Saturday, July 26, 2025

MISLAID, Nell Zink's N.B.A.-longlisted novel from 2015

MISLAID
NELL ZINK

Ecco
$14.99 ebook, available now

Rating: 3.5* of five

The Publisher Says: A sharply observed, mordantly funny, and startlingly original novel from an exciting, unconventional new voice—the author of the acclaimed The Wallcreeper—about the making and unmaking of the American family that lays bare all of our assumptions about race and racism, sexuality and desire.

Stillwater College in Virginia, 1966. Freshman Peggy, an ingénue with literary pretensions, falls under the spell of Lee, a blue-blooded poet and professor, and they begin an ill-advised affair that results in an unplanned pregnancy and marriage. The two are mismatched from the start—she’s a lesbian, he’s gay—but it takes a decade of emotional erosion before Peggy runs off with their three-year-old daughter, leaving their nine-year-old son behind.

Worried that Lee will have her committed for her erratic behavior, Peggy goes underground, adopting an African American persona for her and her daughter. They squat in a house in an African-American settlement, eventually moving to a housing project where no one questions their true racial identities. As Peggy and Lee’s children grow up, they must contend with diverse emotional issues: Byrdie deals with his father’s compulsive honesty; while Karen struggles with her mother’s lies—she knows neither her real age, nor that she is “white,” nor that she has any other family.

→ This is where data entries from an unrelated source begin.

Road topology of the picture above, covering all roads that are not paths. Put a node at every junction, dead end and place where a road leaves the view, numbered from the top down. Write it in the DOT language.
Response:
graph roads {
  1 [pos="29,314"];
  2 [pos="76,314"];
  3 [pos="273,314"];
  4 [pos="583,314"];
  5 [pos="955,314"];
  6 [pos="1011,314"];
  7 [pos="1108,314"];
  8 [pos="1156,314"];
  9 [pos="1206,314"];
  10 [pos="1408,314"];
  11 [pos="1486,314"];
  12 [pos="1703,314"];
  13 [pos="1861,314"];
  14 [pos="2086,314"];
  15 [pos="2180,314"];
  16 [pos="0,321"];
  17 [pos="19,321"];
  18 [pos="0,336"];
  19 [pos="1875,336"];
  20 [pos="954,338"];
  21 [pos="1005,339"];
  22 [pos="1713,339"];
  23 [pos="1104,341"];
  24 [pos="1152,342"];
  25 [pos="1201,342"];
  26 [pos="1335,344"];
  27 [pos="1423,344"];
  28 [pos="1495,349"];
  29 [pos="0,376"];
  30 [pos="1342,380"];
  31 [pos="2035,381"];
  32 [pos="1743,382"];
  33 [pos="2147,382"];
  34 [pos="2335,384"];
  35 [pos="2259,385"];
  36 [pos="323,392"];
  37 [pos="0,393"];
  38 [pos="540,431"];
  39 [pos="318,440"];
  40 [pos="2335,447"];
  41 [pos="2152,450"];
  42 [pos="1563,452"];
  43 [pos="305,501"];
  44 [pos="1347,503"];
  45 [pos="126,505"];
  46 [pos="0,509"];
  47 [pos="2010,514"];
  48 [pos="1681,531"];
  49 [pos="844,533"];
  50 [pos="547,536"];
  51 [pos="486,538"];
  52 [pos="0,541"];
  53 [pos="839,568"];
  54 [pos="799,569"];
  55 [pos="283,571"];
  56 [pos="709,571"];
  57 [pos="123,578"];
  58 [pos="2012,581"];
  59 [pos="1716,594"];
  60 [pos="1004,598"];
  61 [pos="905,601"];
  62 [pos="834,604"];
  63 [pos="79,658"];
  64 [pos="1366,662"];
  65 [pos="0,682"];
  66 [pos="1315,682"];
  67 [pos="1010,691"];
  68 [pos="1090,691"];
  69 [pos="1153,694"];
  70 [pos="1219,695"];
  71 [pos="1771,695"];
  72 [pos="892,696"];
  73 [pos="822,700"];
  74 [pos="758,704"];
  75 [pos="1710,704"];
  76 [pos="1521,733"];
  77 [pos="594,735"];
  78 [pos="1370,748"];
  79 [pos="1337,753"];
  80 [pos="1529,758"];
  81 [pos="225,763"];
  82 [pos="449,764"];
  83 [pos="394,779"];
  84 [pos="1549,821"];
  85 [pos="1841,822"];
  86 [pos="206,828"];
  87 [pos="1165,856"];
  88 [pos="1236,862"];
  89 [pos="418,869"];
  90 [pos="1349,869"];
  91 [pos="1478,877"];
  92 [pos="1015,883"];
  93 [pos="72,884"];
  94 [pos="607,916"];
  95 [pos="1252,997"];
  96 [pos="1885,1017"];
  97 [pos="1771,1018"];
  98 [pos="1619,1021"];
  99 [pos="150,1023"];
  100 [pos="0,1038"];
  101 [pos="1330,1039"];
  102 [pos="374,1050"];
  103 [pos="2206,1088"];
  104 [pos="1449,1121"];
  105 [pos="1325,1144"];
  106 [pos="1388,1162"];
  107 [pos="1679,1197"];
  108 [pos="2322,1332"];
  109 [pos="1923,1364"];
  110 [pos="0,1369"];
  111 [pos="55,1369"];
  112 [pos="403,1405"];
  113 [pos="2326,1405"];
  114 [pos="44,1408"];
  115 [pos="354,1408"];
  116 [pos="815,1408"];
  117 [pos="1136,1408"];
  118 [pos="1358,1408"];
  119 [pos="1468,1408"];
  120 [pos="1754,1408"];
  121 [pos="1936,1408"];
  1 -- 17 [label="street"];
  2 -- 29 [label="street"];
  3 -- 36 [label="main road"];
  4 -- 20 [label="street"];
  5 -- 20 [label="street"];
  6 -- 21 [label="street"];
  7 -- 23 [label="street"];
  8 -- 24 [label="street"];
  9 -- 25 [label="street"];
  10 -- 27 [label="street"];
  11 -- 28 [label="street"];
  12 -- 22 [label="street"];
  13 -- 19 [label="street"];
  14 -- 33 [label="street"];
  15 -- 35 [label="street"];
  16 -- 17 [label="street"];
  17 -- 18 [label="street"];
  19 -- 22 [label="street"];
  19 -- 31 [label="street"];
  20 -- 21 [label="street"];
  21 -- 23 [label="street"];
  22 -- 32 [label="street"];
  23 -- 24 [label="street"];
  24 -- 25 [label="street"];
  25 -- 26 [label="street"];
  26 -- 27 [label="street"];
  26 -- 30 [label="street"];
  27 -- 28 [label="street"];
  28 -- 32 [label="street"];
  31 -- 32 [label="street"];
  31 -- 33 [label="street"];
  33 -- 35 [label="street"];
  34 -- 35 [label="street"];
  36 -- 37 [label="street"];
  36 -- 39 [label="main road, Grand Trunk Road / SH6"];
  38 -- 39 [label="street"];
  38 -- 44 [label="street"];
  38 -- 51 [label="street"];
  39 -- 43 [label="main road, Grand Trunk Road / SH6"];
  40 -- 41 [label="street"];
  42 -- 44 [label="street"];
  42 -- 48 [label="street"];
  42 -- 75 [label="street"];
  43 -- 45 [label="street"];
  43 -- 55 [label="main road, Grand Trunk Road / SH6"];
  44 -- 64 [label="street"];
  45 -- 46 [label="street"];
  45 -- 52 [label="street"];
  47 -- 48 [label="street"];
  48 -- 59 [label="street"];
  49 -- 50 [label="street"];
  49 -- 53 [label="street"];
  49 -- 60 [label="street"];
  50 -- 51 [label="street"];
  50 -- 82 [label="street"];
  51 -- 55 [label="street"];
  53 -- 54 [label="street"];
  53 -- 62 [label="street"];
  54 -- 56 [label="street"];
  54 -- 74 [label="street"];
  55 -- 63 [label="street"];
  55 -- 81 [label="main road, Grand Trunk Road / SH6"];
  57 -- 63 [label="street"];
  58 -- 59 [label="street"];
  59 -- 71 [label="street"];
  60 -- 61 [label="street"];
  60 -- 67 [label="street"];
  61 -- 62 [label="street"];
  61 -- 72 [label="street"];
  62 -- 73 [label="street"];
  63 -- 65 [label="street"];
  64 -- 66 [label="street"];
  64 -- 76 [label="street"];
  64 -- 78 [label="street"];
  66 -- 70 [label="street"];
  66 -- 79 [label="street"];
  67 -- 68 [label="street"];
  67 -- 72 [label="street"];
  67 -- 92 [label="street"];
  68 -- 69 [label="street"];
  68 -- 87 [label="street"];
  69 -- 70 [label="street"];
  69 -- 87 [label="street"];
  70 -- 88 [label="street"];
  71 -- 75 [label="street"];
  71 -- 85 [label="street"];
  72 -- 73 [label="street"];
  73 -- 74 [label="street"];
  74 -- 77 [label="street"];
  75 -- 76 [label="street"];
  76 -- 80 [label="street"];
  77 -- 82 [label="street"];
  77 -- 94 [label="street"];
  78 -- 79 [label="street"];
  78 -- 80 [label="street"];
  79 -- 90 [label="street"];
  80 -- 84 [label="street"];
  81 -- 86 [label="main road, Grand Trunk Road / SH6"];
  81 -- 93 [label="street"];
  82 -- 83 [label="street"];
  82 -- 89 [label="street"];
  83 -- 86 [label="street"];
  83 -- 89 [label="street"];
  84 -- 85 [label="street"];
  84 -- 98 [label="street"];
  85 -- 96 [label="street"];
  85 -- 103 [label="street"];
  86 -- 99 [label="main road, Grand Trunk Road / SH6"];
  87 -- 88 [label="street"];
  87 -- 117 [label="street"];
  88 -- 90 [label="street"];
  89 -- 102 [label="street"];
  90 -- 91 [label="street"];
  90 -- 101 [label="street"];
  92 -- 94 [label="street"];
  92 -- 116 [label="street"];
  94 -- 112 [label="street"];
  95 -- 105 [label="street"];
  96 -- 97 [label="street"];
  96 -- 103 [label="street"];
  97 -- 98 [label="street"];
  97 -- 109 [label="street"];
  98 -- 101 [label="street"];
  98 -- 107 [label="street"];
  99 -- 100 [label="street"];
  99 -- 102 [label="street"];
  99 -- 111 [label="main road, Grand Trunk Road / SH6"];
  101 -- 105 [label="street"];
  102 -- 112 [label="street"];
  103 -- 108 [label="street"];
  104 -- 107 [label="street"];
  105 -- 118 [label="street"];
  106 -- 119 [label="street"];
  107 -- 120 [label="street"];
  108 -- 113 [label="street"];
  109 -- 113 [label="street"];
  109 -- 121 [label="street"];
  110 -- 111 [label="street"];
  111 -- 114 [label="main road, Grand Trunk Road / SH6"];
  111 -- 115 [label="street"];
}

Years later, a minority scholarship lands Karen at the University of Virginia, where Byrdie is in his senior year. Eventually the long lost siblings will meet, setting off a series of misunderstandings and culminating in a comedic finale worthy of Shakespeare.

I CHECKED THIS BOOK OUT FROM THE PRIME LENDING SERVICE. USE THEM OFTEN, THEY PAY AUTHORS FOR OUR USE.

My Review
: Longlisted for the 2015 National Book Award, this absurdist-humor take on closeted family life is...dated. Nothing dates faster than humor. I decided to read it so I could borrow another Prime Lending title.

The idea of the book did not appeal to 2025 me but I'm pretty sure I can't blame my lack of enthusiasm for the read on that. It is an idea that never gets old: Fish out of water, mistaken identity/dark family secret, male privilege...all present and ready for their close-up, Mr. deMille.

So why wasn't I amused, I mused. I got a lot of pleasure from the author's evocation of place, I resonated to her skewering of idiotic-to-me performative DEI stuff that masquerades as help but is meant to stigmatize and demean, I was wickedly entertained by the silliness of the closet and its Procrustean demands. Sounds like I ought to be warbling, no? So what the hell, old man, is the problem?

It's mean.

It felt to me as though all the laffs it sought were AT the people here, not with them, knowingly winking at the nonsensical antics. It felt like I was invited to sneer and judge. I'm guilty of both those nasty things, but not at hapless victims of circumstance. Mental illness played for humor isn't on nowadays.

In 2015, this was the mode for humor. It was enough that a nebbishy gay poet and a sexually adveturous sapphic-at-heart woman would try to form a stable family, let alone raise kids, when they could not possibly answer one another's needs of any sort. (It's that last bit that bugs me.)

So, well, award nominee or not, nice sense of Appalachian place or not, it's just not a story I'm going to like in 2025. In 2015, I'd've been its biggest booster. In Trump Two, I am not.